Many companies are facing slow growth due to a tepid economic recovery, more federal and state regulations, the Affordable Care Act and a lack of confidence in the economy. Faced with these conditions, small- and middle-market companies are developing acquisition programs as a part of their strategy to accelerate financial growth.

Banks want to lend and have money to invest; interest rates are low; and there is a tsunami of companies for sale. It’s a buyer’s market, and companies are charting a path to the next era of opportunity and wealth.

However, growing significantly in a flat environment requires a bold combination of careful planning, savvy thinking and well-executed tactics.

There are six basic steps to develop a robust but risk-adverse acquisition program.
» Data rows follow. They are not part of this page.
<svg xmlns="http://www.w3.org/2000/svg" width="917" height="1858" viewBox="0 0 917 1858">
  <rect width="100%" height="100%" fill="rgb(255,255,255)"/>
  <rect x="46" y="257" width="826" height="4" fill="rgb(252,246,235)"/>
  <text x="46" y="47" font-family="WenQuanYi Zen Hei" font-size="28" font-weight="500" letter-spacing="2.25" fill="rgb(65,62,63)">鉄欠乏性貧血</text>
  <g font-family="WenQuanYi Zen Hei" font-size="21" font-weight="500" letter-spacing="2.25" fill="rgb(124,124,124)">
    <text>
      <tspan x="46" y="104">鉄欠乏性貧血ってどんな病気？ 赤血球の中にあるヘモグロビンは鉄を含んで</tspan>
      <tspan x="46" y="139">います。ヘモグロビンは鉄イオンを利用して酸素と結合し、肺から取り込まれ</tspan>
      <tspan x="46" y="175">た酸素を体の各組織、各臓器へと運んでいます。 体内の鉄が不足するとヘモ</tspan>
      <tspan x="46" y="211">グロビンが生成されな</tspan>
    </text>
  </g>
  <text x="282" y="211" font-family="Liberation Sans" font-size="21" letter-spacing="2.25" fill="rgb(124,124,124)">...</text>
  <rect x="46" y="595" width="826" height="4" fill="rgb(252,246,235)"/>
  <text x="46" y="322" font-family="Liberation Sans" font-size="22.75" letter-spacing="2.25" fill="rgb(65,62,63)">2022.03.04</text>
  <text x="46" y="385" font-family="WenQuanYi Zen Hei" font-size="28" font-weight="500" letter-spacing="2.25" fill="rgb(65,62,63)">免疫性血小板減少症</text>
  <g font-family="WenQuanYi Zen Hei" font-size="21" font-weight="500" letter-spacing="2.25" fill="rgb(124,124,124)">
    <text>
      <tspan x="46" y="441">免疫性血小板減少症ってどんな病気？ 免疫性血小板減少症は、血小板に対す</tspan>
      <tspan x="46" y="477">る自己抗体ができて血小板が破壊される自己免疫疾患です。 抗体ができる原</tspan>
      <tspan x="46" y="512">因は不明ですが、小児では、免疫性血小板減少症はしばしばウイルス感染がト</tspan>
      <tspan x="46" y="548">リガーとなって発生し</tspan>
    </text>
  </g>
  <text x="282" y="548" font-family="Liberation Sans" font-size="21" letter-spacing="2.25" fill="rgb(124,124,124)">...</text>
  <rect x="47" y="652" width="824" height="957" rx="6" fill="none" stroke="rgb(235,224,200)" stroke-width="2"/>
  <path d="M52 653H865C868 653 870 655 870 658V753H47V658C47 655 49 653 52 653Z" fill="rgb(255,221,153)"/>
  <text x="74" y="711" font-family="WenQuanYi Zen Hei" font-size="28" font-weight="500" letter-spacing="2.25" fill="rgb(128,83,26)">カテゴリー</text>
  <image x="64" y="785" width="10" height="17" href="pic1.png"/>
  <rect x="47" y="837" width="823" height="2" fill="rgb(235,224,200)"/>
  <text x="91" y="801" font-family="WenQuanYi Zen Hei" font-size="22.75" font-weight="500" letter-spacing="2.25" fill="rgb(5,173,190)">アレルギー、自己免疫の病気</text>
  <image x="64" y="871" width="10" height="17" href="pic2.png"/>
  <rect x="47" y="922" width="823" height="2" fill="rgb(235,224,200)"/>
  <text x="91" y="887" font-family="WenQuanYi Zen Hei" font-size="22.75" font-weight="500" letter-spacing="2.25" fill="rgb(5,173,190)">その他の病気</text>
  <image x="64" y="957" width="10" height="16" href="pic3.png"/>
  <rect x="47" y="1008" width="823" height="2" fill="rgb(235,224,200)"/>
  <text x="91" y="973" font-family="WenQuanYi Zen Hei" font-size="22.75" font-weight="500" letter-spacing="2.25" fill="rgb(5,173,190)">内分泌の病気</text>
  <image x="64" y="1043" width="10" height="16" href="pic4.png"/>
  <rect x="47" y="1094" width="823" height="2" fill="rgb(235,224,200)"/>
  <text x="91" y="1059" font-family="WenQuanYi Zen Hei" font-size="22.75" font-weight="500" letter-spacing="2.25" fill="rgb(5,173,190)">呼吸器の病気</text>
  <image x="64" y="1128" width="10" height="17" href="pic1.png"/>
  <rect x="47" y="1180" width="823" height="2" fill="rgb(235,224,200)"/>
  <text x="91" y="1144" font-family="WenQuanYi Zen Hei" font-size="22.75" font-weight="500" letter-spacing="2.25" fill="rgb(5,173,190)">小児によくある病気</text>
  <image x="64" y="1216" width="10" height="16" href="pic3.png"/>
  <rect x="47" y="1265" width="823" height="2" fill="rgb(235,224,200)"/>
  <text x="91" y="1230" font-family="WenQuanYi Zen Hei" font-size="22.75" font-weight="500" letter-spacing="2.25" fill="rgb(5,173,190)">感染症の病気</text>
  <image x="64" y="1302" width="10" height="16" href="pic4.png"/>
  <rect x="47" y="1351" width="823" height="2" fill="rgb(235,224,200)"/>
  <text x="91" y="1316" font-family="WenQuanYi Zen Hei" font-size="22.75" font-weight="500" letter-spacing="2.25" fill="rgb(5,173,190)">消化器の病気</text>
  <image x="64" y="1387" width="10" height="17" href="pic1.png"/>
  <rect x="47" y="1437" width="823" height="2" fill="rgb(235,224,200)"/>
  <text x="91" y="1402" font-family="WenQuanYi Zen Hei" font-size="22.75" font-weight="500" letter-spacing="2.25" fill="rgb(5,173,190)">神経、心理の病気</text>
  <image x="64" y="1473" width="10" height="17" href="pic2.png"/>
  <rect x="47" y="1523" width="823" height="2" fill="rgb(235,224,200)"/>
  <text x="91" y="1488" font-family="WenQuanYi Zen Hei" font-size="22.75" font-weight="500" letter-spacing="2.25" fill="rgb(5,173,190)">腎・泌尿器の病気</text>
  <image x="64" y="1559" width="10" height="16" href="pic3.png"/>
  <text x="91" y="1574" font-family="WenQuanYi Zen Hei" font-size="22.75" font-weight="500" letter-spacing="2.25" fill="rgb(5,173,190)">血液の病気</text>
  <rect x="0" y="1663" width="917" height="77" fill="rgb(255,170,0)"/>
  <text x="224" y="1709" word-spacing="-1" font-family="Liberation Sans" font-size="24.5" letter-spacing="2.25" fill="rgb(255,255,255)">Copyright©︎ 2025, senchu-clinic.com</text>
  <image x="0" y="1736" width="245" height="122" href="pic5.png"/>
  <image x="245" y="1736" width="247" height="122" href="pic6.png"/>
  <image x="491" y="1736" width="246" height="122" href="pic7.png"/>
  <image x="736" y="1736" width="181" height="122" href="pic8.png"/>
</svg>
Plan an acquisition program: Careful planning includes determining acquisition goals, selecting the acquisition strategy and rationale, determining acquisition criteria and matching them against available financial resources. A company must compare its acquisition program to natural/organic growth alternatives to determine if buying other companies is the most effective path to corporate growth objectives. Select an outside management-consulting firm with transaction experience to help guide this process.
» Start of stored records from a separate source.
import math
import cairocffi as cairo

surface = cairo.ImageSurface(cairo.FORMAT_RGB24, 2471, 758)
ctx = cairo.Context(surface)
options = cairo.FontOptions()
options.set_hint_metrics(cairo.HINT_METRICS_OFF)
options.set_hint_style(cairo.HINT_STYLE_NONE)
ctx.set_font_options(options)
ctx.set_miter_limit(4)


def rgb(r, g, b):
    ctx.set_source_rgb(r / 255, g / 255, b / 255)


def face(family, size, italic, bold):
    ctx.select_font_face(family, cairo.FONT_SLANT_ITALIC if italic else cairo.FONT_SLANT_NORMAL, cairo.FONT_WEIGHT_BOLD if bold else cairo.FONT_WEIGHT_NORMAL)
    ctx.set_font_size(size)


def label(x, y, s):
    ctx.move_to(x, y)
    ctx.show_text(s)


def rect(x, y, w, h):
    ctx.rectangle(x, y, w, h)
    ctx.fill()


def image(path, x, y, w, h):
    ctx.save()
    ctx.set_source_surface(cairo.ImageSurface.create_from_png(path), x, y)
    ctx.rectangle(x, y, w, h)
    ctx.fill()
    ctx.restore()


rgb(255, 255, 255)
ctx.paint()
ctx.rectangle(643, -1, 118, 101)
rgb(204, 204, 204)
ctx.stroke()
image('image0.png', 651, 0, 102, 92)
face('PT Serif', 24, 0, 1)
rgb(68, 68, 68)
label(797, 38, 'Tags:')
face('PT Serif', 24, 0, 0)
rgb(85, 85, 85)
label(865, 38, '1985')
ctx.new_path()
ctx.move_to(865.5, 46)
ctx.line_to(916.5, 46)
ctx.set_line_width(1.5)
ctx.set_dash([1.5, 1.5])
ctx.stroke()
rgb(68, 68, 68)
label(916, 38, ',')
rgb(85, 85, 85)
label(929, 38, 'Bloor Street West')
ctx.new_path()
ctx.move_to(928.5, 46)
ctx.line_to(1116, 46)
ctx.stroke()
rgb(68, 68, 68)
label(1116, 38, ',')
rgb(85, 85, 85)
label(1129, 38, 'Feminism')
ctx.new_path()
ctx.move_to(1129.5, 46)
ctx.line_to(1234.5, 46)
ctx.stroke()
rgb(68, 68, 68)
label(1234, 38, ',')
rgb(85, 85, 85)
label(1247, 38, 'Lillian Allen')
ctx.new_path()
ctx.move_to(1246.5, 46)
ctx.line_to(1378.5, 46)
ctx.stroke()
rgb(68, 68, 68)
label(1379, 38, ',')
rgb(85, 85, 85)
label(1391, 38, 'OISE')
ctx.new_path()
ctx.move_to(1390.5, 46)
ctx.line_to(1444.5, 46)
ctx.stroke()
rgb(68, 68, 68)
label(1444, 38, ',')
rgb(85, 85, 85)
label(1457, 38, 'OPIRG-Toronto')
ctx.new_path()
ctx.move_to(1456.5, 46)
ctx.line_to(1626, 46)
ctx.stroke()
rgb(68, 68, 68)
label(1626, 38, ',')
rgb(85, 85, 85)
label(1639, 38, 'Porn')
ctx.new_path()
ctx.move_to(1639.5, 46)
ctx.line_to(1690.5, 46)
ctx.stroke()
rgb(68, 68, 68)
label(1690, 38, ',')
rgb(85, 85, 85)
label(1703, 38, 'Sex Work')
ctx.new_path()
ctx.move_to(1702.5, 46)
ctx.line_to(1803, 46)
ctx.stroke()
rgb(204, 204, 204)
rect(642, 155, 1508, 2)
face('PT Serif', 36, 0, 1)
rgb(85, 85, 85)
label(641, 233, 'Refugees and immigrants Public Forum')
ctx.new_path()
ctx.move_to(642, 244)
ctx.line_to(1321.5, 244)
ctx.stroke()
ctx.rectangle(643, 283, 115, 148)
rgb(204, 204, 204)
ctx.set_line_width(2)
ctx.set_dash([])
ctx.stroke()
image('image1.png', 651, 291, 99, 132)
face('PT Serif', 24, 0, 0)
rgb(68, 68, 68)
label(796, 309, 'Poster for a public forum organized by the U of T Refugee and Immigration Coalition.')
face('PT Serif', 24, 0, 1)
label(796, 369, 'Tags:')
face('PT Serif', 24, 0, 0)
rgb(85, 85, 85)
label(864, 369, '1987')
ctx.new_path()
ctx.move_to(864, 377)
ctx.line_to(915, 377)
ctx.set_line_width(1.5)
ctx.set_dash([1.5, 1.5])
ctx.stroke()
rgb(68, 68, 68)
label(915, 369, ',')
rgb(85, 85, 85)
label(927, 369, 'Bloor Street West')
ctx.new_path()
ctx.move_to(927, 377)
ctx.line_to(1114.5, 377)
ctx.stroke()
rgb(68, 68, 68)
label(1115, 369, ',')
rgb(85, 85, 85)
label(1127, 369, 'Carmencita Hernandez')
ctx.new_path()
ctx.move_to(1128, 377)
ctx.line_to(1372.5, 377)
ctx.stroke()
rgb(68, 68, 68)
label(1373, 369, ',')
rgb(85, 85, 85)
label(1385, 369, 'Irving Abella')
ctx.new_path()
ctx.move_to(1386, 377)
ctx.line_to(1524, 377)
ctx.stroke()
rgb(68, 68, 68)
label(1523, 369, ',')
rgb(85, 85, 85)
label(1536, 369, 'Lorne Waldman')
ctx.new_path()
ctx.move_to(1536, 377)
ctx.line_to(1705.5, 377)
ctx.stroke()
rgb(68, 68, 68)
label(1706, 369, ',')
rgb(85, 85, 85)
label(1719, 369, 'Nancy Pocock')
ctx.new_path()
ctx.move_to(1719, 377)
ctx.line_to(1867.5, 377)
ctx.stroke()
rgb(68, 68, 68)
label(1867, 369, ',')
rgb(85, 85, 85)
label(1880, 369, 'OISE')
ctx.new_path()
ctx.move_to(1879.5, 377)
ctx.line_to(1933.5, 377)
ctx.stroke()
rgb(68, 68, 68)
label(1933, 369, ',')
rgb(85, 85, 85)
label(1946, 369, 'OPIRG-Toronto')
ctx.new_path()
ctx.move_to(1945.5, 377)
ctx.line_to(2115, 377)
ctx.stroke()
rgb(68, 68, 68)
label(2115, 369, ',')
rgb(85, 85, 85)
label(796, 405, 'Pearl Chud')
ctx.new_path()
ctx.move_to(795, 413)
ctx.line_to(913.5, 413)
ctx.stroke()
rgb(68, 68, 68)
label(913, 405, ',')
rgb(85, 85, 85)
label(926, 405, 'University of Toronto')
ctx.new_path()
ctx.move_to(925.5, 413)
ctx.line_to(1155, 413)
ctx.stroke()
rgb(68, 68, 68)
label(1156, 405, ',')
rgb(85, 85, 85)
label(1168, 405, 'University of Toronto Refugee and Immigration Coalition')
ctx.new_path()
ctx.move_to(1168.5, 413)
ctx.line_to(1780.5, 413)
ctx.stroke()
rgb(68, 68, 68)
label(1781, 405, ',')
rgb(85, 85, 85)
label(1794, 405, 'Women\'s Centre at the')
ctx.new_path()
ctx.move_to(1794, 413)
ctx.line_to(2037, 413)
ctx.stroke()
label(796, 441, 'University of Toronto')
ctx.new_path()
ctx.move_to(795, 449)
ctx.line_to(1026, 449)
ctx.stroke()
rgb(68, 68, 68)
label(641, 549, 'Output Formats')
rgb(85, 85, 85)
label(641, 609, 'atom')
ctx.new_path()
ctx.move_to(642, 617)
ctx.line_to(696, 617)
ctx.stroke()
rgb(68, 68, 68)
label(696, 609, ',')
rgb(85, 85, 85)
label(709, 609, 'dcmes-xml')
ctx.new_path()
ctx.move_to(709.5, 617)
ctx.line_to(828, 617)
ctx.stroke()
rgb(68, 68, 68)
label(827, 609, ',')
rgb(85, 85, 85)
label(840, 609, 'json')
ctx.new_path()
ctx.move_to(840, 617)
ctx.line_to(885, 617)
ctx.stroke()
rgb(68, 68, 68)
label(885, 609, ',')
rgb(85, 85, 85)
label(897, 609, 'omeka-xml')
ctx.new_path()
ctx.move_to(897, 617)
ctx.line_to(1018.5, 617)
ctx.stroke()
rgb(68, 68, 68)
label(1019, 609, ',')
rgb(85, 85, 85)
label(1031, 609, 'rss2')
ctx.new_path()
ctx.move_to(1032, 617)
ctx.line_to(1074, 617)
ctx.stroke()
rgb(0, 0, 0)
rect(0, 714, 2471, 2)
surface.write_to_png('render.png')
Search, find and approach acquisition candidate: Searching for a target comes from leads generated inside and outside the company. Internally, leads often come from boards of directors, employees, sales staffs, suppliers, data bases and customers. Externally, they come from accountants, attorneys, investment bankers, management consultants and business intermediaries.

Approaching the acquisition candidate may well set the atmosphere throughout the acquisition process. Developing detailed information about the candidate before the “approach” is made is crucial in developing a narrative that details how the target company fits into the buyer’s plans and future directions. Rarely will you get a second chance to make a first good impression.

Conduct robust due diligence: Due diligence is critical to the acquisition process. It centers on helping the buyer recognize what the buyer is buying, understanding how it fits in your overall growth strategy and developing the post-acquisition plan.

Due diligence requires stategic analysis of the company’s market position, competitive position, customer satisfaction, unanticipated strategic issues, valuation, synergies, cultural fit, technology and scenario analysis.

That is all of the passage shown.